**Required work:** Your answer must be an exact copy of the entries below, with no pictures in it.

**Data records:**
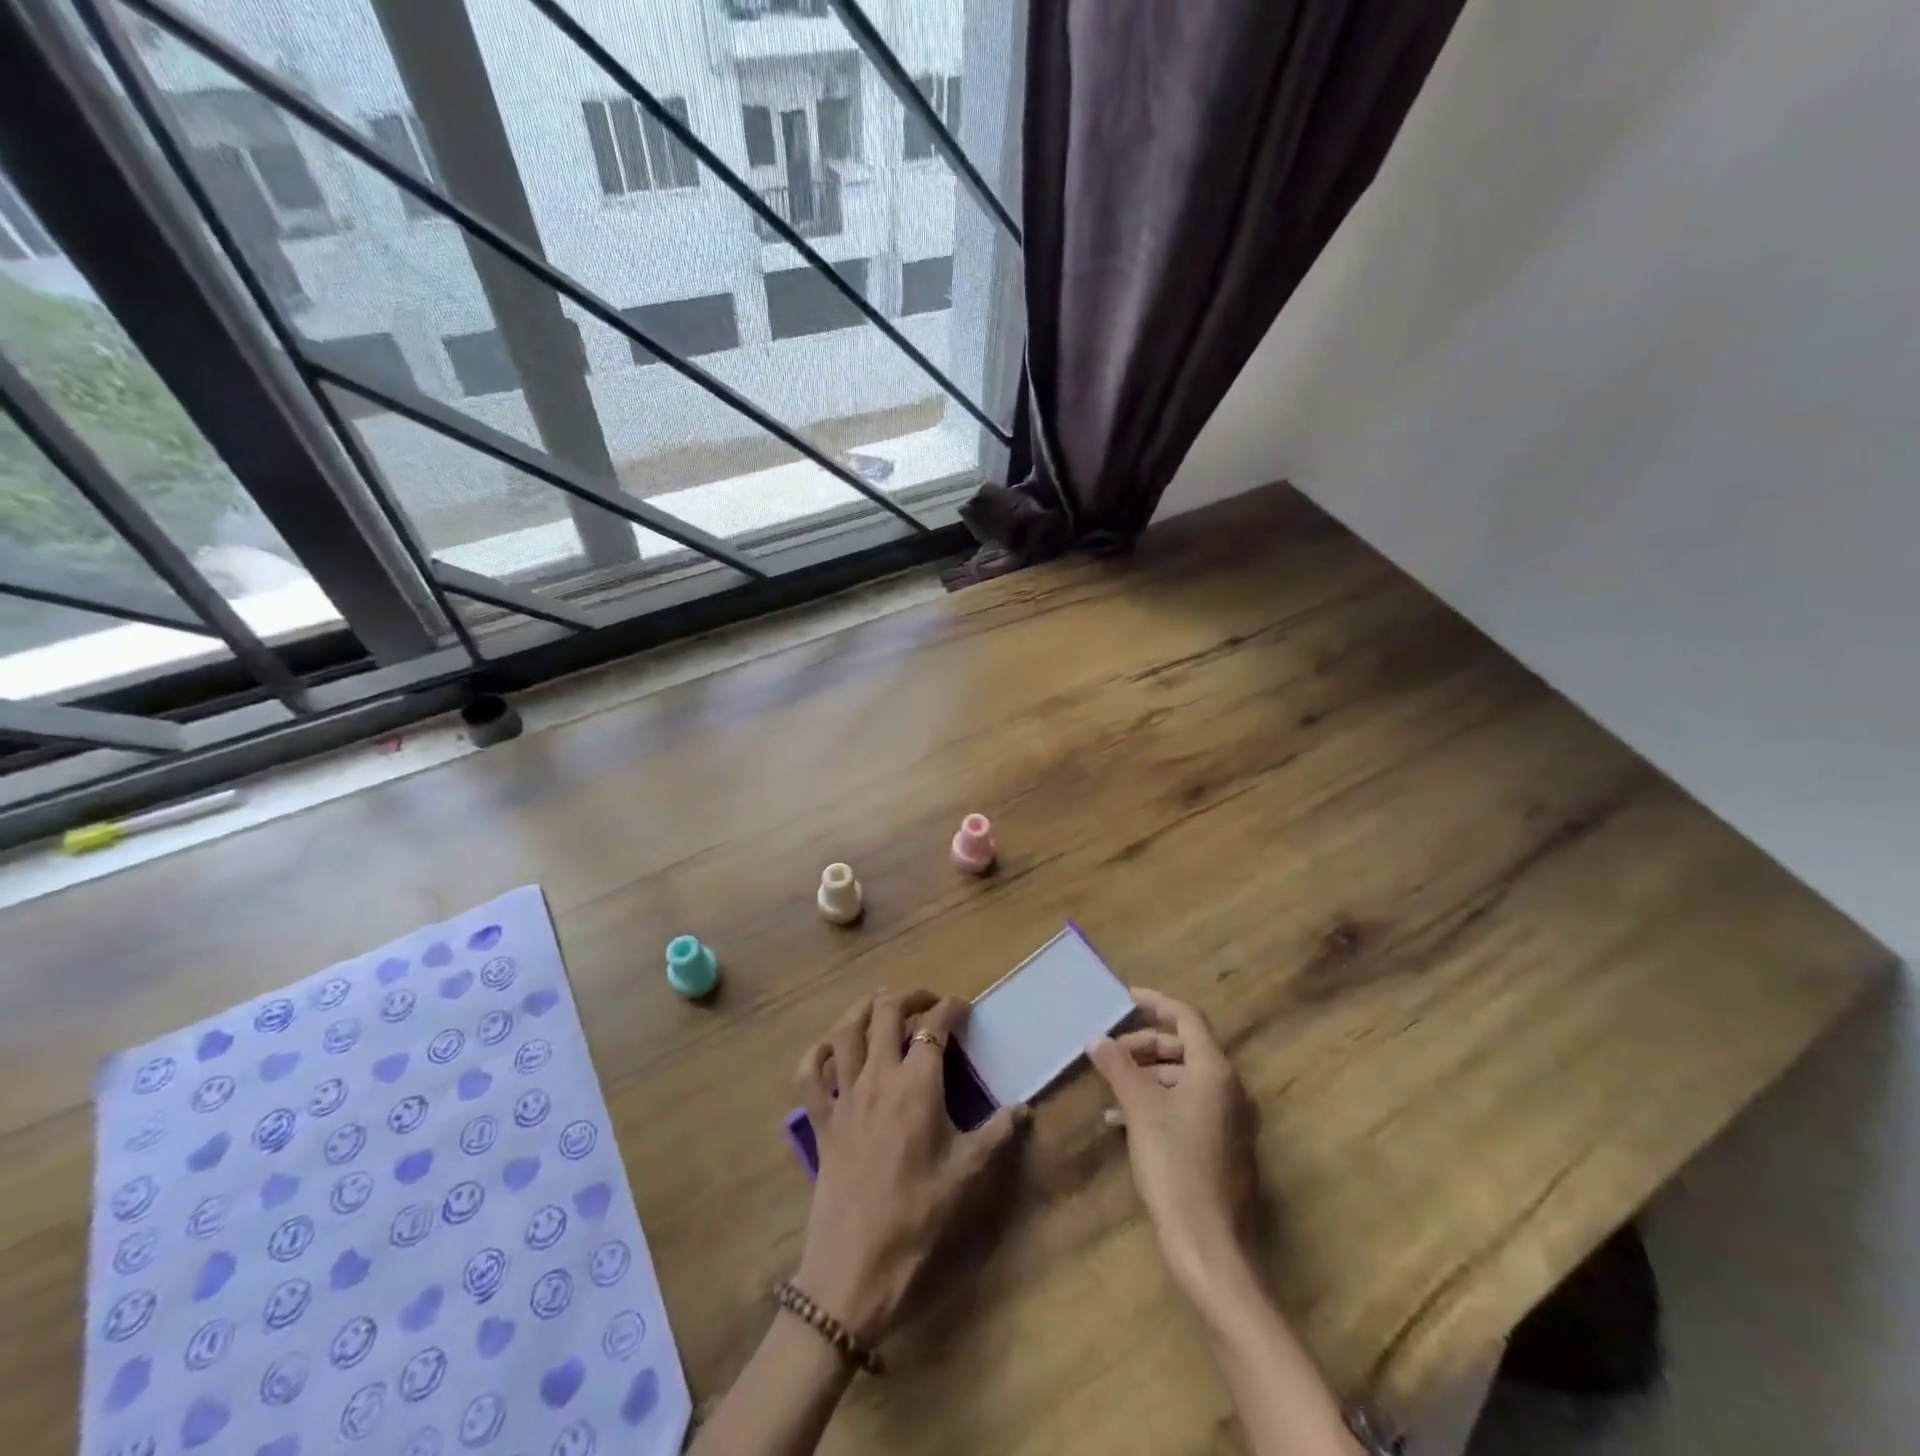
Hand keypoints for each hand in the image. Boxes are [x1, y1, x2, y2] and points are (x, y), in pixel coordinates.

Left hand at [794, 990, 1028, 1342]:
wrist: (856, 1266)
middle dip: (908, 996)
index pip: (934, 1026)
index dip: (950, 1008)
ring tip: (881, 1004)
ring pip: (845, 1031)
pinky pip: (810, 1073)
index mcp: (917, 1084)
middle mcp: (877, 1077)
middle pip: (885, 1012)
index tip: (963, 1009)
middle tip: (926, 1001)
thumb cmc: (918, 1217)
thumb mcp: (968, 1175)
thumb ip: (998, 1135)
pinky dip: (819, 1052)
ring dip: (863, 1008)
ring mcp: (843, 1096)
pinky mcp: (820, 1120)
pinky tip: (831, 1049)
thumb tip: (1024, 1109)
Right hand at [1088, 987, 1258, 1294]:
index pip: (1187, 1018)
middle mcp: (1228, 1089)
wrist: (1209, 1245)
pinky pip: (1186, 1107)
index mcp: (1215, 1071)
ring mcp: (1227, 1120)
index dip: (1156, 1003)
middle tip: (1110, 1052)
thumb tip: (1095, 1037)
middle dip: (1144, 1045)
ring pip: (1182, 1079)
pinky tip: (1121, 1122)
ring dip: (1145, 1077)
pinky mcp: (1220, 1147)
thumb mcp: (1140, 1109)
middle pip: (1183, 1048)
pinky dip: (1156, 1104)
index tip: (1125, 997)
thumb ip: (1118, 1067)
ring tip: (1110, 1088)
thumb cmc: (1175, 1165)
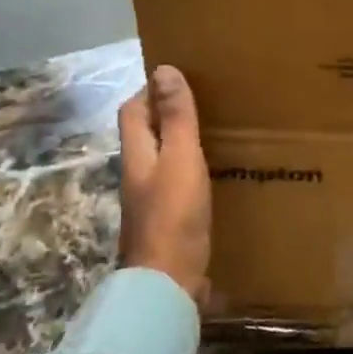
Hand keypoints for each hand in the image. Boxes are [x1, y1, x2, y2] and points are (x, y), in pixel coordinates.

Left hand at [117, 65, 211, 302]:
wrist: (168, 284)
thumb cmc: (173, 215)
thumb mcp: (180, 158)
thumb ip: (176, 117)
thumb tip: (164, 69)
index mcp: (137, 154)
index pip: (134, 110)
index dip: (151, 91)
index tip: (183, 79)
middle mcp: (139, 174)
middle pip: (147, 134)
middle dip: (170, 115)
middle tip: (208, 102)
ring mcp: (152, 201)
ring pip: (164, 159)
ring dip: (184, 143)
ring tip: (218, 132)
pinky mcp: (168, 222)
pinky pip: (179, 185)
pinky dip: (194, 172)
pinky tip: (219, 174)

**The answer:**
Hand keypoints for each hand in the image. Boxes are [x1, y1, x2, y2] and points are (x, y), in pixel coordinates.

Left hand at [794, 990, 1028, 1342]:
wrist: (856, 1266)
middle dip: (908, 996)
index pip: (934, 1026)
index dip: (950, 1008)
ring tip: (881, 1004)
ring pip: (845, 1031)
pinky pip: (810, 1073)
index mcp: (917, 1084)
middle mcp: (877, 1077)
middle pip: (885, 1012)
index tip: (963, 1009)
middle tip: (926, 1001)
thumb cmc: (918, 1217)
thumb mcp: (968, 1175)
thumb ip: (998, 1135)
pinky dip: (819, 1052)
ring dip: (863, 1008)
ring mcp: (843, 1096)
pinky mcp: (820, 1120)
pinky tip: (831, 1049)
thumb tip: (1024, 1109)
Right hand at [1088, 987, 1258, 1294]:
index pip: (1187, 1018)
middle mcp: (1228, 1089)
wrist: (1209, 1245)
pinky pip: (1186, 1107)
index mcp: (1215, 1071)
ring mcp: (1227, 1120)
index dip: (1156, 1003)
middle tip: (1110, 1052)
thumb tip: (1095, 1037)
middle dip: (1144, 1045)
ring pip: (1182, 1079)
pinky tip: (1121, 1122)
ring dip: (1145, 1077)
pinky mcp: (1220, 1147)
thumb mcp: (1140, 1109)
middle pip: (1183, 1048)
pinky dip: (1156, 1104)
index tip: (1125, 997)
thumb ip: (1118, 1067)
ring tip: (1110, 1088)
thumb cmc: (1175, 1165)
Hand keypoints for each hand in the image. Boxes are [x1, y1, x2, y2] and points are (x, y), in pixel coordinates.

Left hand at [117, 65, 211, 302]:
wrist: (168, 284)
thumb cmc: (173, 215)
thumb mcp: (180, 158)
thumb ip: (176, 117)
thumb tip: (164, 69)
index mcp: (137, 154)
index pip: (134, 110)
index dip: (151, 91)
index tip: (183, 79)
middle mcp: (139, 174)
middle pip: (147, 134)
middle dip: (170, 115)
middle tip: (208, 102)
ring mcp: (152, 201)
ring pip: (164, 159)
ring dip: (184, 143)
ring tip: (218, 132)
pinky mcp: (168, 222)
pinky pip: (179, 185)
pinky dip: (194, 172)
pinky tip: (219, 174)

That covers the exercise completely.